» **YOUR OBJECTIVE**
Among the entries below, count the lines that contain the word "thumb". Respond with the count only.

※

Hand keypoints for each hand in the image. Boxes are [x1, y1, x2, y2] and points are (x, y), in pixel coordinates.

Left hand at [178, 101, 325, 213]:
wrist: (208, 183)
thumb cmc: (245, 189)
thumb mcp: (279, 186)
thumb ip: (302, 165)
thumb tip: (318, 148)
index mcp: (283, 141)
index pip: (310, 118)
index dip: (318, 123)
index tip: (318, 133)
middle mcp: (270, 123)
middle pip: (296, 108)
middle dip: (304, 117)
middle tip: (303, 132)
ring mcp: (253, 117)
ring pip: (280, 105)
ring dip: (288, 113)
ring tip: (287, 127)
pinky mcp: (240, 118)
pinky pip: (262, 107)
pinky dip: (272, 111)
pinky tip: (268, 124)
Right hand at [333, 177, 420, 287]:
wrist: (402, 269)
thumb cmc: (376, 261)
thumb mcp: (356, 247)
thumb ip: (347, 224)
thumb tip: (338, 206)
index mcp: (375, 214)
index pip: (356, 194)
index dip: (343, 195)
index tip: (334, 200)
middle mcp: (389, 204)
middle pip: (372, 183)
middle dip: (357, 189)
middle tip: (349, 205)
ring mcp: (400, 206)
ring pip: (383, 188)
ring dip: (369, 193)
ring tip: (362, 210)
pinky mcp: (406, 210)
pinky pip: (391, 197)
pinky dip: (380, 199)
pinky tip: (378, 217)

※

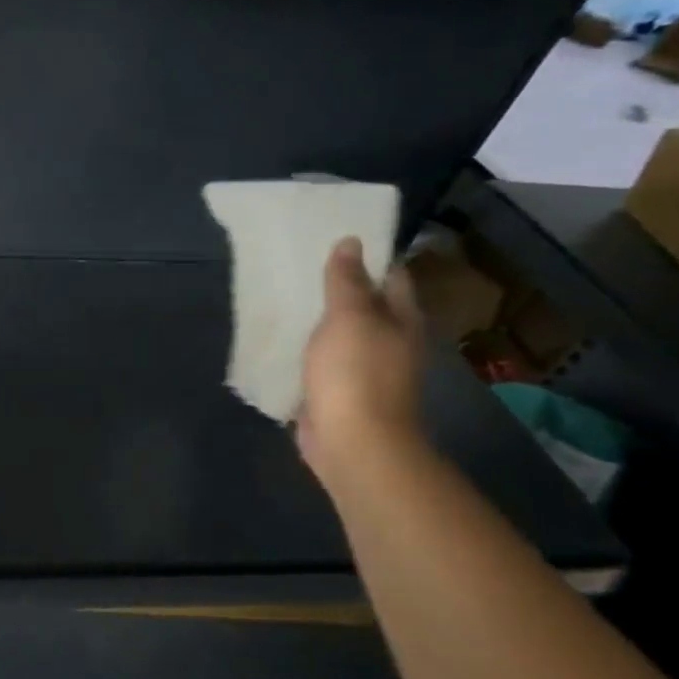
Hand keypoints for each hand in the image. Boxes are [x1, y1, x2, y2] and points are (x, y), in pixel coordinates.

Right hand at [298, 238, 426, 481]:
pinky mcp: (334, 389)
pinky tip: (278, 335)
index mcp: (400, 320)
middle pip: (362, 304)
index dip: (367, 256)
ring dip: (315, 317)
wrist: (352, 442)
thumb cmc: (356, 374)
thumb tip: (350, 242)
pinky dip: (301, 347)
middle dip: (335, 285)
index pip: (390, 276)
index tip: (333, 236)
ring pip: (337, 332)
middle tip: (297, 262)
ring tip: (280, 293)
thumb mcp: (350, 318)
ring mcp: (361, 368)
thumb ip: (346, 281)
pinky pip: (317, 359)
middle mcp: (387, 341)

※

» **TASK RESULT**
12